Longworth checks out the chatter on Goldstein — and then digs into a story about the blogger’s dilemma; how to get the mainstreamers to pay attention to the news you break? Longworth suggests that it’s to do with the difference between how bloggers get and report their info versus the journalistic standards the big media folks live by:
It’s sort of odd that the authors of the story don’t go into the fact that at least one major reason for the trades’ reluctance stems from the processes by which these sites often get their news––they’ll talk to an actor or a filmmaker at a junket for one project, and get them to give details on what they’re doing next; technically, these details are considered “unconfirmed”, even if they’re accurate, until the studio makes an official statement about the new project, and if the trades regularly gave credence to earlier reports, it would open up a whole can of worms about the legitimacy of rumor and gossip.
On the other hand, it can be frustrating always being a back door source for big media outlets who never credit you back. Then again, why would big media ever want to admit that they get their news from unpaid nobodies on the web? They lose a good amount of credibility. Was a time when this site, when it was Oscarwatch, broke awards news faster than Variety but were we ever credited? Nope. Now, Variety breaks it faster and seems to have made deals with certain outlets to get the news first. This is one of the benefits of being legit. If you’re a blogger and a scrapper you have to live with that choice. What you gain in freedom of expression you lose in credibility. Or something.

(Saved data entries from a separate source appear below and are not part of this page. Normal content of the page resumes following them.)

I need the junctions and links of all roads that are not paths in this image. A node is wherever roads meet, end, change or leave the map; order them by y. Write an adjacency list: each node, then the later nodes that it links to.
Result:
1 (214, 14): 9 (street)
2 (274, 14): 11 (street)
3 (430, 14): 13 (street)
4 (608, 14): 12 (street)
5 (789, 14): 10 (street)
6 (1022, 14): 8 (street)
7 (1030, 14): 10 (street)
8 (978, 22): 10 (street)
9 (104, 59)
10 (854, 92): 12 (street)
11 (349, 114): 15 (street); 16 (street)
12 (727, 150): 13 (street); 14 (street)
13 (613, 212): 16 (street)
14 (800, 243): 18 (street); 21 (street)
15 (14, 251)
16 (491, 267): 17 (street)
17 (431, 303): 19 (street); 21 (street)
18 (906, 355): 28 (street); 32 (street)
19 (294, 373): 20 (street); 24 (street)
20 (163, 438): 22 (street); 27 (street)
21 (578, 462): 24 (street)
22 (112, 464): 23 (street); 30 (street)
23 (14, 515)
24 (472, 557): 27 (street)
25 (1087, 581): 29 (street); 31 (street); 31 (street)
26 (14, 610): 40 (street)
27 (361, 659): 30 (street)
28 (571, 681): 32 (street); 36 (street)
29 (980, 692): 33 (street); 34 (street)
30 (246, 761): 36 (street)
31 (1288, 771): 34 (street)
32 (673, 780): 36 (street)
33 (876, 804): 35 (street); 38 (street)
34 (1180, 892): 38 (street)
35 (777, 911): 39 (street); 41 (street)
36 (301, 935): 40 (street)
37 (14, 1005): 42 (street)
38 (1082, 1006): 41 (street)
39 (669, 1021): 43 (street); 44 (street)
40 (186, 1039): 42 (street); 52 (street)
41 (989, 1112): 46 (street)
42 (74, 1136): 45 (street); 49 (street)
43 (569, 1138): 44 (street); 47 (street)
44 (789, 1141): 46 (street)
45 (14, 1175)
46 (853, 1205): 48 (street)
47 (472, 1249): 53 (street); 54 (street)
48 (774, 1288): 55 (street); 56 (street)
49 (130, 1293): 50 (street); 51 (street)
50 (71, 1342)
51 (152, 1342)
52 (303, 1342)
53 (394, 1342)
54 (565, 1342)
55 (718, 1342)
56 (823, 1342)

Longworth closes her post this way:
But rather than discuss these technicalities, Peter Bart reinforced the “bloggers are bottom feeders” meme: “If someone has a big story in the entertainment business, the first thing they are going to do is get it toVariety. They are not going to start saying, ‘Which bloggers can we feed?’
everything good that regular people invent , then somebody else takes that idea and makes a business out of it ,
blogs writers are streams in nature…. so-called news is bottled water.
Long Live Perez Hilton!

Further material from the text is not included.